#### [EXERCISE DETAILS]
The response should hold each line from the entries below where "Kaschauerplatz" is found.

(Beginning of GIVEN RECORDS)

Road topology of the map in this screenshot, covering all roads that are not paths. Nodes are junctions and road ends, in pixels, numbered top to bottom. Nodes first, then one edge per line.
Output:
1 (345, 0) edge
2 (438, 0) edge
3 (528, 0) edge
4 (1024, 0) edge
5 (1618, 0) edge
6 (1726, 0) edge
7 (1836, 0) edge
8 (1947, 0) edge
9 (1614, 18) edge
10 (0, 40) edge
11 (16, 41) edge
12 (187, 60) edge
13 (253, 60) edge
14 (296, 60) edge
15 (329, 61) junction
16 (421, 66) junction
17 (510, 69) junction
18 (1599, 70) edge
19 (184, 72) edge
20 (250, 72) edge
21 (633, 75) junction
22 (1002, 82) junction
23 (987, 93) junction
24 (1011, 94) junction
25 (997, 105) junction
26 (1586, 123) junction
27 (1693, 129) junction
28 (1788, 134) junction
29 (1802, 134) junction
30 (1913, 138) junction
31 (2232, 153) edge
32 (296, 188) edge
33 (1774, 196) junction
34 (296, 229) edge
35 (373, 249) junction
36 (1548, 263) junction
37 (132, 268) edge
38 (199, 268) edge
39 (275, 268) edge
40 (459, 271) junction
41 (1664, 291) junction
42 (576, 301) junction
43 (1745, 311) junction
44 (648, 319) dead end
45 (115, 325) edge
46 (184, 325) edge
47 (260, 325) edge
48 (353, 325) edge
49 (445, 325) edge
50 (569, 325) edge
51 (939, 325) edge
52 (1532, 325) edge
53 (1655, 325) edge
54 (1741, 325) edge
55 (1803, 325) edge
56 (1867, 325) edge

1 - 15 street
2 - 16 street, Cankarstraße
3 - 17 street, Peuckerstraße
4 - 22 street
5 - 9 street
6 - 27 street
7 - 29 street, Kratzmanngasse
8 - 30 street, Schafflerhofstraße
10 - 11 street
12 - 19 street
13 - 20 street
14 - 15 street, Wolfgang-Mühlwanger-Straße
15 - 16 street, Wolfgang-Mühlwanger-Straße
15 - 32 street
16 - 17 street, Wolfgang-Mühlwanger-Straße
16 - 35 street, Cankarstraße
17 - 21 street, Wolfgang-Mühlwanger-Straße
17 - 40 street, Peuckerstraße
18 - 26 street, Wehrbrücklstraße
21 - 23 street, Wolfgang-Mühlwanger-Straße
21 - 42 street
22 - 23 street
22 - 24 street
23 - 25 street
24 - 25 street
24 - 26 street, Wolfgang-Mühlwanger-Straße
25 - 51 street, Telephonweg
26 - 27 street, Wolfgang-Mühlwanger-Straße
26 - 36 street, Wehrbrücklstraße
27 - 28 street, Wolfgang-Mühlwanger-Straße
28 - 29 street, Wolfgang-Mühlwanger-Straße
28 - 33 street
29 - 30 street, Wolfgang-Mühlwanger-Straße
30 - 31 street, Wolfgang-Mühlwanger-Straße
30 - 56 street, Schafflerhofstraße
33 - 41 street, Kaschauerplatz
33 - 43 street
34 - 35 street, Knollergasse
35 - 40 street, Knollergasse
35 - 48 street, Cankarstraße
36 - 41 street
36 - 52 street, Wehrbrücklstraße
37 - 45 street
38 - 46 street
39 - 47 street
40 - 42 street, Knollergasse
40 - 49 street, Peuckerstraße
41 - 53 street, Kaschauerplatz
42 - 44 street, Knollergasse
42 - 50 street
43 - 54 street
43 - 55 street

(End of GIVEN RECORDS)

#### [TASK OUTPUT]
33 - 41 street, Kaschauerplatz
41 - 53 street, Kaschauerplatz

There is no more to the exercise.